Quote: (from the article)
“The United States has been narrowly saved from lethal terrorist plots in recent years — or so it has seemed. A would-be suicide bomber was intercepted on his way to the Capitol; a scheme to bomb synagogues and shoot Stinger missiles at military aircraft was developed by men in Newburgh, N.Y.; and a fanciful idea to fly explosive-laden model planes into the Pentagon and the Capitol was hatched in Massachusetts.
“But all these dramas were facilitated by the F.B.I., whose undercover agents and informers posed as terrorists offering a dummy missile, fake C-4 explosives, a disarmed suicide vest and rudimentary training. Suspects naïvely played their parts until they were arrested.”
Article: Terrorist Plots, Hatched by the F.B.I.
Margaret Hu is an assistant professor at Duke Law School and is the author of a forthcoming article in the U.C. Davis Law Review titled “Reverse-Commandeering.” Her research interests include the intersection of immigration policy, national security, and civil rights, as well as critical legal studies. She joined the Duke Law faculty in 2010 as a senior lecturing fellow in Duke’s Program in Public Law. Hu previously served as senior policy advisor for the White House Initiative on Asian Americans and Pacific Islanders, and also served as special policy counsel in the Office of Special Counsel for Immigration-Related Unfair Employment Practices (OSC), Civil Rights Division, U. S. Department of Justice, in Washington, D.C. As Special Policy Counsel, Hu managed a team of attorneys and investigators in the enforcement of the anti-discrimination provisions of the Immigration and Nationality Act (INA), and was responsible for federal immigration policy review and coordination for OSC.
Quote:“As the Supreme Court heard oral argument in Arizona v. U.S., one of the main legal questions it considered is this: Whether Arizona’s Senate Bill 1070 (SB 1070) is preempted by federal immigration law under the Supremacy Clause. This is a statutory-driven inquiry that misses the constitutional mark. The more relevant question is this: Whether SB 1070 poses a threat to the vertical separation of powers. …
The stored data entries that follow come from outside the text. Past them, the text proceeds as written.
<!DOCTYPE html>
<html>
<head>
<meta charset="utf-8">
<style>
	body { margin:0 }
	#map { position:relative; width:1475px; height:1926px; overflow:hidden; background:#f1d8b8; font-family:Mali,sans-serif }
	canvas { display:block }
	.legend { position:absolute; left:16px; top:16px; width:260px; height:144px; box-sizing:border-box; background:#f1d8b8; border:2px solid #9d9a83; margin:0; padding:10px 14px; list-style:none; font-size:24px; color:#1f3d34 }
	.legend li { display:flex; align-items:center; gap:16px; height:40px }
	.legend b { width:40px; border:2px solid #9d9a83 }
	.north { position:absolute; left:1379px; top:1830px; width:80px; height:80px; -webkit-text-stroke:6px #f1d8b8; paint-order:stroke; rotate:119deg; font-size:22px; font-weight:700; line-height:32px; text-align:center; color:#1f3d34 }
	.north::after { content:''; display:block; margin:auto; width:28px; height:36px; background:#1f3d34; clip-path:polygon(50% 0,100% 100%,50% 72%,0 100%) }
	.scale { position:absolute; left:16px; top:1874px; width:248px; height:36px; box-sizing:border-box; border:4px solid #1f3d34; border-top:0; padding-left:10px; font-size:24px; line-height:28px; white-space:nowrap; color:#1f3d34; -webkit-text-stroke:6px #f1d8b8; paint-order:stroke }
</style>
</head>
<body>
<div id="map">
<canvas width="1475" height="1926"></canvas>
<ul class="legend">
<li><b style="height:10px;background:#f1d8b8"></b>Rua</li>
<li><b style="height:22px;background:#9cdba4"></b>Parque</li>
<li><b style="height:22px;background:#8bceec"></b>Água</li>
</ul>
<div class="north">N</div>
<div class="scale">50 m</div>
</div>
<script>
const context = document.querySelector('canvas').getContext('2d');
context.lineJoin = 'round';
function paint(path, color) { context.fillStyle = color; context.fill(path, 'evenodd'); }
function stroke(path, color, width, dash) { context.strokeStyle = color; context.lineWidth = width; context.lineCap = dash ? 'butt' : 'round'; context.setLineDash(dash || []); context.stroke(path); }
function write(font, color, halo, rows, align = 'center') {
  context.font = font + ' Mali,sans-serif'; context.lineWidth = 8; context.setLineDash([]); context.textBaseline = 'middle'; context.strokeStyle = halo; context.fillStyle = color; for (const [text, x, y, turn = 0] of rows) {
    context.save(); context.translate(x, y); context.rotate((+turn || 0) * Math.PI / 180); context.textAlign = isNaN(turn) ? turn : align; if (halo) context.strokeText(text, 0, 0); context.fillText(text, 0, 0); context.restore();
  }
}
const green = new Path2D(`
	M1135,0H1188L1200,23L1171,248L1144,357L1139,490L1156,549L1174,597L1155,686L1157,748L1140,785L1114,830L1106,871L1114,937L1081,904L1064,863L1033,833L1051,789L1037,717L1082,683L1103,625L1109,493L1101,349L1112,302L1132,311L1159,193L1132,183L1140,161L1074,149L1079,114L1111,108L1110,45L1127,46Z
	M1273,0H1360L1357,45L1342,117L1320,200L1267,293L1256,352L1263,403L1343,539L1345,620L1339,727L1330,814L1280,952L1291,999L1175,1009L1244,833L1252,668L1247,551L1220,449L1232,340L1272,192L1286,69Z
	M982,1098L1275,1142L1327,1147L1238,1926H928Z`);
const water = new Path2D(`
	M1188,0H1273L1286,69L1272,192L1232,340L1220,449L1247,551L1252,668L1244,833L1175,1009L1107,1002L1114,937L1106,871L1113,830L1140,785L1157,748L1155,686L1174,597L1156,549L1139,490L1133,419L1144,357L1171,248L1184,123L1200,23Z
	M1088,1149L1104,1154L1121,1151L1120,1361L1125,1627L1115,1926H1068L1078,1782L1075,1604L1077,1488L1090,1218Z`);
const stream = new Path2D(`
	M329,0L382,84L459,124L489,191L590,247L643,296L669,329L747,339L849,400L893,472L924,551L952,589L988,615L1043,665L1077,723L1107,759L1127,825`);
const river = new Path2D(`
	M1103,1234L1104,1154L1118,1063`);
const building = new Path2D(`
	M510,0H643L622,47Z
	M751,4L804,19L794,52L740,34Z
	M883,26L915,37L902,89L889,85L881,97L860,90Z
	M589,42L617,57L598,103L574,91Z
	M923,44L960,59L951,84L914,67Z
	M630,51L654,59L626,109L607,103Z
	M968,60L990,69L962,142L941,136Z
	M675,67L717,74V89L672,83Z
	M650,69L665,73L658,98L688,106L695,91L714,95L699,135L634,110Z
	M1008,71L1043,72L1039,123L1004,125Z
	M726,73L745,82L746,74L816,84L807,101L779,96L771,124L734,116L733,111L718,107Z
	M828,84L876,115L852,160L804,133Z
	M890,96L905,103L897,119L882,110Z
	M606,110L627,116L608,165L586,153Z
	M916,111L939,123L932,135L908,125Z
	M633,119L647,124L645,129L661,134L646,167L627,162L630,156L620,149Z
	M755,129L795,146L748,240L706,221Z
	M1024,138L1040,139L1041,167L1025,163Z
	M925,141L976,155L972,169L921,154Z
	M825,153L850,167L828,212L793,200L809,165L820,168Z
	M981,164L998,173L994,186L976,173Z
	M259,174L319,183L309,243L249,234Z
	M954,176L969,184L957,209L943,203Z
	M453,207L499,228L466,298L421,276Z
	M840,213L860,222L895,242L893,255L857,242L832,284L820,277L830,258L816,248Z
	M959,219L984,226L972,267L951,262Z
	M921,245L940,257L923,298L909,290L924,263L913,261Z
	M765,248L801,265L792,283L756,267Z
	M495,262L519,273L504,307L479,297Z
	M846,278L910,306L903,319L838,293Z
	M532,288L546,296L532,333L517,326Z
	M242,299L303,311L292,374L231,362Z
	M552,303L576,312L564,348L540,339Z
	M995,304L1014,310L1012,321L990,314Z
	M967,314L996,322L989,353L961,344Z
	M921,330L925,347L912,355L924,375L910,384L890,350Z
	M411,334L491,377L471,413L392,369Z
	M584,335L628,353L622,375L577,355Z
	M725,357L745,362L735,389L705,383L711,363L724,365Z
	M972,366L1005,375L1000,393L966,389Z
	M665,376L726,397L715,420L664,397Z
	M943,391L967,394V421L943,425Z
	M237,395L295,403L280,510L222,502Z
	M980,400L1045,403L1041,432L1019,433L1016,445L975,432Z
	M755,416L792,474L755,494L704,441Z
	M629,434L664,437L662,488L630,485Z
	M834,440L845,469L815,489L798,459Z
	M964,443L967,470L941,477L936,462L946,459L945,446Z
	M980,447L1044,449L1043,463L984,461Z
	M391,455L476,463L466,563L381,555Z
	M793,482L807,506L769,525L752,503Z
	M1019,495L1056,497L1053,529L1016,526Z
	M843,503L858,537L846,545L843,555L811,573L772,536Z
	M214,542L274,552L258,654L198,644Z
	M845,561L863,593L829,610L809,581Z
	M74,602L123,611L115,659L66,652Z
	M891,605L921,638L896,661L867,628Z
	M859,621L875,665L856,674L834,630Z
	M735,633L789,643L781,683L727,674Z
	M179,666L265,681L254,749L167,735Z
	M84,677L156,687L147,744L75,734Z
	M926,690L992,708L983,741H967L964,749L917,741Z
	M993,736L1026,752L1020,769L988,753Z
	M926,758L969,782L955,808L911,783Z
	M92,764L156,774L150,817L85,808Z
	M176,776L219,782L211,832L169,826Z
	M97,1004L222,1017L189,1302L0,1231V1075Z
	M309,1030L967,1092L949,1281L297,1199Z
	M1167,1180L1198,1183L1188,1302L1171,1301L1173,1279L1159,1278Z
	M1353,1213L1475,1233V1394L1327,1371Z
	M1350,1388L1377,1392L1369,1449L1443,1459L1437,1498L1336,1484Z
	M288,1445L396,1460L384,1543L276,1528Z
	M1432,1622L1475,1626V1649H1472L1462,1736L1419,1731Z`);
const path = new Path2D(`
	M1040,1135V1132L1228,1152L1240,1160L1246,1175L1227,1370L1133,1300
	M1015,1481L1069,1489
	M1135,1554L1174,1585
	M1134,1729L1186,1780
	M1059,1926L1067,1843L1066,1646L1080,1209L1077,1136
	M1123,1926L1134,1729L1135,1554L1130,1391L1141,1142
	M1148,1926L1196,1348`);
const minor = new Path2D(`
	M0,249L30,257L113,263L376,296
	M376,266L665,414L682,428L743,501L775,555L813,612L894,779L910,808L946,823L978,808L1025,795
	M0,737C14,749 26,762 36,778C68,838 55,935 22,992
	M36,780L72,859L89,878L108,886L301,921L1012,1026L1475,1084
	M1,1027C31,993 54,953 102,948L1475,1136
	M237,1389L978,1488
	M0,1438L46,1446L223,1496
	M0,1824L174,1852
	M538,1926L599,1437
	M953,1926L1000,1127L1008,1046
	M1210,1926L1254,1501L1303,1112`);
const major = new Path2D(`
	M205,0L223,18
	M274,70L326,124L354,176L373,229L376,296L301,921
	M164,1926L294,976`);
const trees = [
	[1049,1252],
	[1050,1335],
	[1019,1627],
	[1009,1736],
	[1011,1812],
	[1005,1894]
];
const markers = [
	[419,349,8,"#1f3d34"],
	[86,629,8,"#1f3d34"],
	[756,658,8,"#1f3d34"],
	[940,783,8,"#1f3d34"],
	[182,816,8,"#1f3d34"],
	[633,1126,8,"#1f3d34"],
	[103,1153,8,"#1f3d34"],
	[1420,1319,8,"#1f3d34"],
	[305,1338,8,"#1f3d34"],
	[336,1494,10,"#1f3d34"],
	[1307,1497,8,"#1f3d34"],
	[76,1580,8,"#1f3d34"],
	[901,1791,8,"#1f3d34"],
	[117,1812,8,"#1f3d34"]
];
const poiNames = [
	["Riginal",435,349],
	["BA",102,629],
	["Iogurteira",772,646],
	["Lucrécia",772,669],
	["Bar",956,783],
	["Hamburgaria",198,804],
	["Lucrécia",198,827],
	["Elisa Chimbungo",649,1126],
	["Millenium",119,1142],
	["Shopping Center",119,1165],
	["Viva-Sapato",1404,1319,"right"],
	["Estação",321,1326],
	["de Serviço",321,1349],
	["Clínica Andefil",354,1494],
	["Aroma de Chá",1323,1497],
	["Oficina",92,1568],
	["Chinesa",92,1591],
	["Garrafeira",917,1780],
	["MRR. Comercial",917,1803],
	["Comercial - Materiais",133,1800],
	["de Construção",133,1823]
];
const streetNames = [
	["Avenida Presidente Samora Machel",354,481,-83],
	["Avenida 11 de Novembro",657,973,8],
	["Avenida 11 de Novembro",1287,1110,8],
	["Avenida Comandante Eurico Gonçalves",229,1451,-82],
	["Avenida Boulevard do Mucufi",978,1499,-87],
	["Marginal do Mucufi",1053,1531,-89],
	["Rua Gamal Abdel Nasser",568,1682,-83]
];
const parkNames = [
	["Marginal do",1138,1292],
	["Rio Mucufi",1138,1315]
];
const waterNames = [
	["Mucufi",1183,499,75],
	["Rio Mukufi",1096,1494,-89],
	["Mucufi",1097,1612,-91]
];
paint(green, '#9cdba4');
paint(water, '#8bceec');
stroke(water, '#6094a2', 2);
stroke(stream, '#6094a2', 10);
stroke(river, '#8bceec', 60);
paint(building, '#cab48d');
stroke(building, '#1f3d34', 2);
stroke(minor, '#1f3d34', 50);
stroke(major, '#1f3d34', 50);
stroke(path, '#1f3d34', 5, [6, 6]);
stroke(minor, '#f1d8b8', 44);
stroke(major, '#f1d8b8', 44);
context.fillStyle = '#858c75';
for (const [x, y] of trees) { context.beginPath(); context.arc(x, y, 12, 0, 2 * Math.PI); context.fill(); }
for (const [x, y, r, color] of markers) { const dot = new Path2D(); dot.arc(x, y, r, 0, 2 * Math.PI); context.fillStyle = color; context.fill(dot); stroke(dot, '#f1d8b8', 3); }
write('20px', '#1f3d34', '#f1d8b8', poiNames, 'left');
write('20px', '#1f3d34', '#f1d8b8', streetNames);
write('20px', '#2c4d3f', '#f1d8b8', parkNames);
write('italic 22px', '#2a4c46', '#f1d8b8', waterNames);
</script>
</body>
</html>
“The recent tidal wave of thousands of immigration control efforts proposed by state and local governments can best be characterized as ‘reverse-commandeering’ laws. Setting migration policy at the national level, like establishing a national currency, falls within the sole power of the federal government. Reverse-commandeering by the states is an effort to usurp the federal government’s sole prerogative. This growing movement represents an attempt to control the terms of what federal resources and officers must be appropriated to accommodate a myriad of state immigration enforcement programs. It is a deliberate attempt to skew the immigration enforcement power in favor of the states. …
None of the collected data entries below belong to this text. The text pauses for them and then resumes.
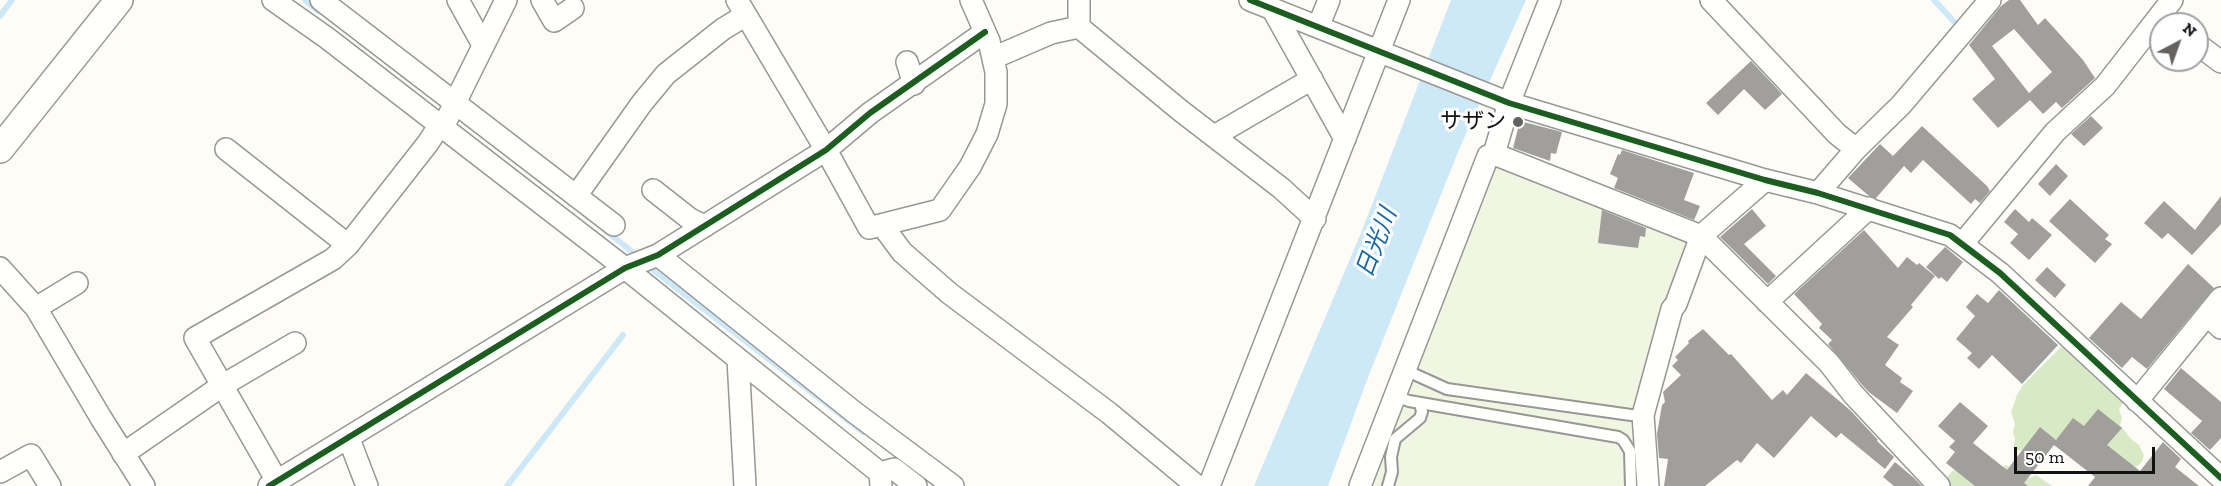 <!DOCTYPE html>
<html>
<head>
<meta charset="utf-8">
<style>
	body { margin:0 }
	#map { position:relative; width:2221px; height:486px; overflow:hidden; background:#fdfcf7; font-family:"Zilla Slab",serif }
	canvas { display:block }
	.north { position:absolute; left:2149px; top:12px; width:60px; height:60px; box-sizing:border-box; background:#fff; border:2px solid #a0a0a0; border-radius:50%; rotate:41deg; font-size:16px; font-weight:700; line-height:24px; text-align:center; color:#111 }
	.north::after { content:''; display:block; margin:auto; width:21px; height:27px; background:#646362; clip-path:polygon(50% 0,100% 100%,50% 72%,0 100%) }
	.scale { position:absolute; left:2014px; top:447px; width:141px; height:27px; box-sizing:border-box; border:3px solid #111; border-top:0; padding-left:8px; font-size:18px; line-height:21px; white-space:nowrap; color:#111; -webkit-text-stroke:4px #fff; paint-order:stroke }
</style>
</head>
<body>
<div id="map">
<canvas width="2221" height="486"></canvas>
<div class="north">N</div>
<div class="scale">50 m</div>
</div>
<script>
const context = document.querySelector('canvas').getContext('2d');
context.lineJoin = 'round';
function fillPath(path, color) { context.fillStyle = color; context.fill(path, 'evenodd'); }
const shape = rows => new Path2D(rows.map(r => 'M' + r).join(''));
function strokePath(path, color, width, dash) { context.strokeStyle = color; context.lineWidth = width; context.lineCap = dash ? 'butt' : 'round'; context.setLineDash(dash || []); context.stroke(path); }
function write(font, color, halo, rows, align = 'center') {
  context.font = font + ' "Zilla Slab","Noto Sans JP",serif'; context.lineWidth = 6; context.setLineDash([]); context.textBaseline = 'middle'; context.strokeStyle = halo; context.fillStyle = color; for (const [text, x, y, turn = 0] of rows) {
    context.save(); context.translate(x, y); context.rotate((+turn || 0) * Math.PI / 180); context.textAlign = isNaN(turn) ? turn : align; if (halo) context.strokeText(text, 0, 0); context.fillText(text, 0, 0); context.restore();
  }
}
fillPath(shape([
	[2067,341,2127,396,2119,409,2122,418,2120,425,2131,439,2139,445,2144,455,2142,462,2136,467,2059,439,2051,439,2026,451,2017,450,2014,446,2015,439,2013,432,2015,424,2011,412,2017,395,2022,386],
	[2006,465,2026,479,2036,475,2052,486,1940,486,1952,471,1961,469,1997,471]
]), '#d8eac5');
fillPath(shape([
	[1496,165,1693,238,1672,302,1665,301,1642,387,1639,486,1370,486]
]), '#f0f6e1');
fillPath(shape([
	[1451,0,1526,0,1460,147,1367,380,1328,486,1254,486,1363,228]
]), '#cde8f7');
strokePath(shape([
	[305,0,318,11],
	[1934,0,1959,27],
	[0,16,12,0],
	[605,230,635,254],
	[652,269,863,432],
	[507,486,623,335]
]), '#cde8f7', 6);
fillPath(shape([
	[2009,0,2020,0,2038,25,2045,18,2083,60,2095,78,2062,108,2056,102,2043,114,2030,100,1998,128,1972,99,1995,79,1969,45,2001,6],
	[2014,29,2052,72,2029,93,1992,46],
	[1751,61,1782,94,1765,110,1744,89,1718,115,1706,103],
	[2091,116,2103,128,2084,146,2071,134],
	[1520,121,1562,132,1556,154,1551,153,1550,161,1513,148],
	[1922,126,1987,186,1990,191,1980,203,1975,199,1971,204,1923,160,1911,173,1904,166,1876,198,1869,196,1848,178,1880,144,1893,156],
	[1622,150,1694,173,1684,200,1700,206,1694,220,1614,188,1618,178,1610,174,1618,154,1620,155],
	[2056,164,2068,176,2050,196,2038,184],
	[2221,196,2221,224,2192,255,2168,233,2162,239,2144,223,2164,201,2195,230],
	[2070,199,2109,235,2105,239,2112,244,2095,263,2049,221],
	[1752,209,1766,226,1744,244,1776,276,1768,284,1720,237],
	[2015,209,2029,222,2032,218,2052,235,2029,260,2010,243,2018,234,2004,222],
	[1602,210,1646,228,1645,237,1640,236,1638,248,1598,243],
	[1864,230,1898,268,1907,257,1917,265,1919,263,1935,276,1911,305,1913,307,1887,337,1899,345,1885,365,1902,378,1900,382,1913,391,1897,413,1870,393,1863,386,1828,344,1832,340,1819,328,1822,324,1794,294],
	[1945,247,1963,262,1947,282,1941,277,1939,279,1926,267],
	[2188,264,2214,288,2147,369,2132,357,2122,368,2089,338,2121,302,2141,319],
	[2047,267,2066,285,2055,298,2035,280],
	[1999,290,2058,345,2022,384,1992,355,1979,369,1967,358,1972,353,1956,339,1975,316,1966,307,1977,294,1988,303],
	[1703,329,1729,355,1731,354,1772,400,1783,390,1787,395,1806,373,1850,410,1878,440,1877,441,1894,457,1885,469,1841,433,1836,438,1811,416,1774,458,1757,443,1741,463,1737,460,1705,486,1664,486,1668,459,1659,458,1657,434,1662,405,1665,402,1663,392,1681,375,1672,366,1678,360,1675,357,1689,343,1688,341],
	[2181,368,2221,402,2221,438,2210,450,2191,433,2202,421,2164,389],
	[1960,402,1988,426,1973,443,2007,470,2040,427,2056,440,2073,418,2084,426,2098,409,2122,428,2107,445,2140,471,2163,442,2181,459,2175,467,2199,486,2088,486,2095,477,2054,445,2024,483,2028,486,1975,486,1946,463,1955,452,1949,447,1955,441,1938,426],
	[1895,462,1914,478,1922,486,1894,486,1883,477]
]), '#a19f9c');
const service = shape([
	[1405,370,1447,389,1631,415,1643,415],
	[1395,396,1409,401,1618,437,1623,440,1630,451,1631,486],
	[1388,486,1392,472,1391,457,1395,439,1420,418,1422,412,1420,403]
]);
const minor = shape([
	[273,0,327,38,625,268,880,473,881,486],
	[321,0,614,225],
	[458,0,483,45],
	[542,0,554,21,573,8],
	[737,0,826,150,869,228,940,210,970,167,987,134,996,104,996,72,989,41,971,0],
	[1079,0,1079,27,1181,111,1281,188,1315,219],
	[1250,0,1509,103,1765,180,1818,193,1950,235,2000,273,2221,478],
	[1711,0,1837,134,1856,149],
	[1273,10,1345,139],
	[1318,27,1329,0],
	[2197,44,2221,62],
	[993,58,1051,33,1079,27],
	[907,62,914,84],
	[1214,136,1312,79],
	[226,149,348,245],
	[1494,154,1701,236,1829,363,1853,394,1939,486],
	[653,190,690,219,705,226],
	[1818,193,1856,149,1901,105,1990,0],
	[576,196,642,103,666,74,723,29,746,15],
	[882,225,902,252,949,293,1109,413,1197,486],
	[1963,243,2055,132,2105,86,2172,0],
	[658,255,854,412,953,486],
	[0,268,36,308,101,418,144,486],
	[1767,302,1869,208],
	[36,308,77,283],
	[2207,315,2221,328],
	[738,359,745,486],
	[2137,401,2221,298],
	[349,439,367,486],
	[123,454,223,385,295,343],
	[0,472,31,455,50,486],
	[880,473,894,469,916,486],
	[277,481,195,338,333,259,348,245,428,143,439,126,446,121,506,0],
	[269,486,625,268,658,255,826,150,870,113,985,32],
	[1209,486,1399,0],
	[1360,486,1488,156,1494,154,1509,103,1550,0],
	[1648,486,1643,415,1672,309,1676,304,1701,236,1765,180]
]);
const tertiary = shape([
	[0,149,119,0]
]);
strokePath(service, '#979795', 14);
strokePath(minor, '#979795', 24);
strokePath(tertiary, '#979795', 30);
strokePath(service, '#fffffe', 10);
strokePath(minor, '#fffffe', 21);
strokePath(tertiary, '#fffffe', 27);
strokePath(shape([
	[1250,0,1509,103,1765,180,1818,193,1950,235,2000,273,2221,478],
	[269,486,625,268,658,255,826,150,870,113,985,32]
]), '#1b5e20', 6);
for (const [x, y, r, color] of [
	[1518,122,6,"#646362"]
]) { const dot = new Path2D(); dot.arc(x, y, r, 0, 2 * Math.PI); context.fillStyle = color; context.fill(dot); strokePath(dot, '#fff', 2); }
write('22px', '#111', '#fff', [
	["サザン",1506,122]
], 'right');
write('italic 24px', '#1768a6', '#fff', [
	["日光川",1377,243,-69]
]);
</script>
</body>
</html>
“Given the impact of immigration policy on foreign and interstate commerce, international treaties, and foreign relations, the Court has concluded that controlling migration patterns is strictly the prerogative of the federal government. Consequently, the growing proliferation of thousands of proposed state and local immigration laws should be examined doctrinally within a commandeering jurisprudential frame. To fail to do so — to continue to accept mirror image theory carte blanche as a favored method of statutory interpretation under the existing preemption doctrine — threatens federal sovereignty. Put another way, it eviscerates the federal government’s ability to develop and implement a coherent, efficacious, and uniform immigration policy at the national level.”